We keep making the point that nothing can guarantee you won’t be hacked. But you can, and must, mitigate your cyber-risk.
We think tools like Multi-Factor Authentication is crucial for protecting your IT systems – and MFA should be on EVERYTHING you use – your email and documents (Office 365), your financials (e.g. Xero), your CRM tools, your marketing software – even if it’s only accessed via a browser. We view it as a duty to your colleagues, clients and suppliers to help protect their data.
But, MFA is NOT enough by itself.
Security needs to be layered. It is much like home security: key lock, deadlock, chain/bolt, alarm and now cameras. Each layer adds an obstacle, but that is all they are. None of them alone will stop someone going in. It hopefully turns them away to find an easier target.

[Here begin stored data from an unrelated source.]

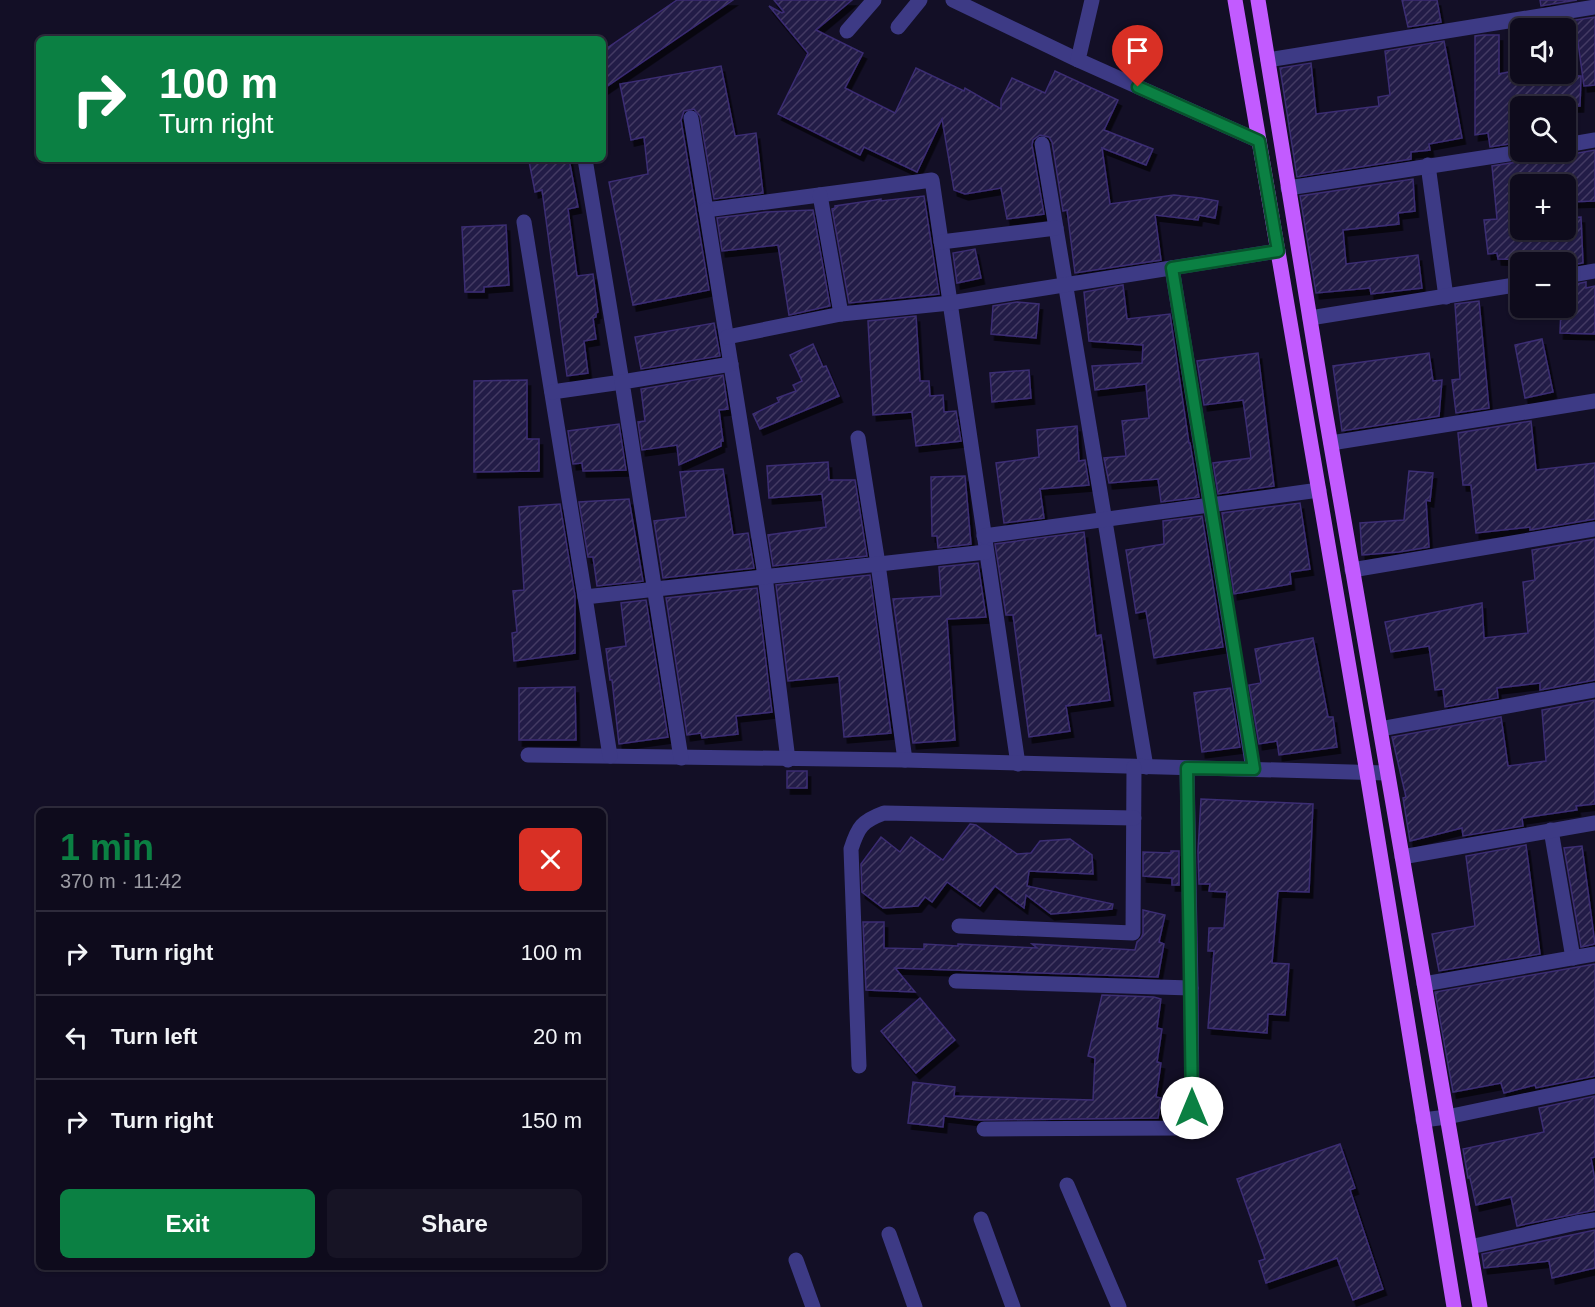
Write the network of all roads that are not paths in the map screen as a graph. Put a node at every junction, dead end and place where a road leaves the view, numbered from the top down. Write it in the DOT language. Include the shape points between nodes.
graph roads {
  1 [pos="874,0"];
  2 [pos="920,0"];
  3 [pos="953,0"];
  4 [pos="1092,0"];
  5 [pos="1235,0"];
  6 [pos="1258,0"];
  7 [pos="1595,8"];
  8 [pos="898,27"];
  9 [pos="847,31"];
  10 [pos="1078,60"];
  11 [pos="1268,60"];
  12 [pos="691,118"];
  13 [pos="1595,140"];
  14 [pos="1259,141"];
  15 [pos="1576,143"];
  16 [pos="1042,144"];
  17 [pos="1510,154"];
  18 [pos="585,162"];
  19 [pos="1428,165"];
  20 [pos="1288,188"];
  21 [pos="820,195"];
  22 [pos="706,210"];
  23 [pos="524,222"];
  24 [pos="1056,228"];
  25 [pos="941,242"];
  26 [pos="1278,251"];
  27 [pos="1172,268"];
  28 [pos="1595,271"];
  29 [pos="1576,274"];
  30 [pos="1065,284"];
  31 [pos="1510,286"];
  32 [pos="1446,297"];
  33 [pos="950,303"];
  34 [pos="841,314"];
  35 [pos="1310,318"];
  36 [pos="726,337"];
  37 [pos="731,364"];
  38 [pos="622,382"];
  39 [pos="552,392"];
  40 [pos="1595,401"];
  41 [pos="858,438"];
  42 [pos="1331,443"];
  43 [pos="1319,490"];
  44 [pos="1212,505"];
  45 [pos="1105,521"];
  46 [pos="1595,529"];
  47 [pos="984,536"];
  48 [pos="986,552"];
  49 [pos="878,564"];
  50 [pos="1352,570"];
  51 [pos="765,576"];
  52 [pos="656,589"];
  53 [pos="585,597"];
  54 [pos="1595,690"];
  55 [pos="1380,729"];
  56 [pos="528,755"];
  57 [pos="609,756"];
  58 [pos="681,758"];
  59 [pos="788,760"];
  60 [pos="905,760"];
  61 [pos="1018,764"];
  62 [pos="1140,767"];
  63 [pos="1187,768"];
  64 [pos="1254,769"];
  65 [pos="1366,771"];
  66 [pos="1387,773"];
  67 [pos="1134,818"];
  68 [pos="1595,823"];
  69 [pos="1551,830"];
  70 [pos="1402,857"];
  71 [pos="959,926"];
  72 [pos="1595,954"];
  73 [pos="1573,958"];
  74 [pos="956,981"];
  75 [pos="1424,984"];
  76 [pos="1191,988"];
  77 [pos="859,1066"];
  78 [pos="1595,1086"];
  79 [pos="1447,1117"];
  80 [pos="1423,1120"];
  81 [pos="984,1129"];
  82 [pos="1067,1185"];
  83 [pos="981,1219"];
  84 [pos="1595,1220"];
  85 [pos="889,1234"];
  86 [pos="1470,1247"];
  87 [pos="795,1260"];
  88 [pos="813,1307"];
  89 [pos="915,1307"];
  90 [pos="1013,1307"];
  91 [pos="1119,1307"];
  92 [pos="1454,1307"];
  93 [pos="1480,1307"];
  1 -- 9 [label="street"];
  2 -- 8 [label="street"];
  3 -- 10 [label="street"];
  4 -- 10 [label="street"];
  5 -- 14 [label="main road"];
  6 -- 11 [label="main road"];
  7 -- 11 [label="street"];
  10 -- 14 [label="street"];
  11 -- 20 [label="main road"];
  12 -- 22 [label="street"];
  13 -- 15 [label="street"];
  14 -- 26 [label="main road"];
  16 -- 24 [label="street"];
  17 -- 19 [label="street"];
  18 -- 38 [label="street"];
  19 -- 20 [label="street"];
  19 -- 32 [label="street"];
  20 -- 35 [label="main road"];
  21 -- 22 [label="street"];
  21 -- 25 [label="street" via="932,180"];
  21 -- 34 [label="street"];
  22 -- 36 [label="street"];
  23 -- 39 [label="street"];
  24 -- 25 [label="street"];
  24 -- 30 [label="street"];
  25 -- 33 [label="street"];
  26 -- 27 [label="street"];
  26 -- 43 [label="main road"];
  27 -- 30 [label="street"];
  27 -- 44 [label="street"];
  28 -- 29 [label="street"];
  30 -- 33 [label="street"];
  30 -- 45 [label="street"];
  31 -- 32 [label="street"];
  32 -- 35 [label="street"];
  33 -- 34 [label="street"];
  33 -- 47 [label="street"];
  34 -- 36 [label="street"];
  35 -- 42 [label="main road"];
  36 -- 37 [label="street"];
  37 -- 38 [label="street"];
  37 -- 51 [label="street"];
  38 -- 39 [label="street"];
  38 -- 52 [label="street"];
  39 -- 53 [label="street"];
  40 -- 42 [label="street"];
  41 -- 49 [label="street"];
  42 -- 50 [label="main road"];
  43 -- 44 [label="street"];
  43 -- 65 [label="main road"];
  44 -- 45 [label="street"];
  44 -- 64 [label="street"];
  45 -- 47 [label="street"];
  45 -- 62 [label="street"];
  46 -- 50 [label="street"];
  47 -- 48 [label="street"];
  48 -- 49 [label="street"];
  48 -- 61 [label="street"];
  49 -- 51 [label="street"];
  49 -- 60 [label="street"];
  50 -- 55 [label="main road"];
  51 -- 52 [label="street"];
  51 -- 59 [label="street"];
  52 -- 53 [label="street"];
  52 -- 58 [label="street"];
  53 -- 57 [label="street"];
  54 -- 55 [label="street"];
  55 -- 66 [label="main road"];
  56 -- 57 [label="street"];
  57 -- 58 [label="street"];
  58 -- 59 [label="street"];
  59 -- 60 [label="street"];
  60 -- 61 [label="street"];
  61 -- 62 [label="street"];
  62 -- 63 [label="street"];
  62 -- 67 [label="street"];
  63 -- 64 [label="street"];
  63 -- 76 [label="street"];
  64 -- 65 [label="street"];
  65 -- 66 [label="street"];
  65 -- 80 [label="main road"];
  66 -- 70 [label="main road"];
  67 -- 71 [label="street" via="1133,933"];
  67 -- 77 [label="street" via="884,813 867,819 856,831 851,849"];
  68 -- 69 [label="street"];
  69 -- 70 [label="street"];
  69 -- 73 [label="street"];
  70 -- 75 [label="main road"];
  72 -- 73 [label="street"];
  73 -- 75 [label="street"];
  74 -- 76 [label="street"];
  75 -- 79 [label="main road"];
  76 -- 81 [label="street" via="1192,1108 1188,1123 1181,1128"];
  78 -- 79 [label="street"];
  79 -- 80 [label="street"];
  79 -- 86 [label="main road"];
  80 -- 92 [label="main road"];
  82 -- 91 [label="street"];
  83 -- 90 [label="street"];
  84 -- 86 [label="street"];
  85 -- 89 [label="street"];
  86 -- 93 [label="main road"];
  87 -- 88 [label="street"];
}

None of us would tell our family, “You are safe as we have a key lock. There is no need for a chain or alarm.” MFA is the same. Like a good deadlock, it has strength, but it is not infallible. If you doubt me, the book “Hacking Multifactor Authentication” by Roger A. Grimes, will step you though 50 ways to get around MFA. That does not mean that MFA should not be used anymore than you would not install a deadlock because people can still kick a door open.
It does mean that you must be very careful when you hear anyone say, “I don’t want to do all those things – can I just do one? What is the one thing that will make me secure?” The reality is that you need a combination of defenses, which keeps growing and unfortunately gets more expensive as each weapon needs a license and needs to be maintained.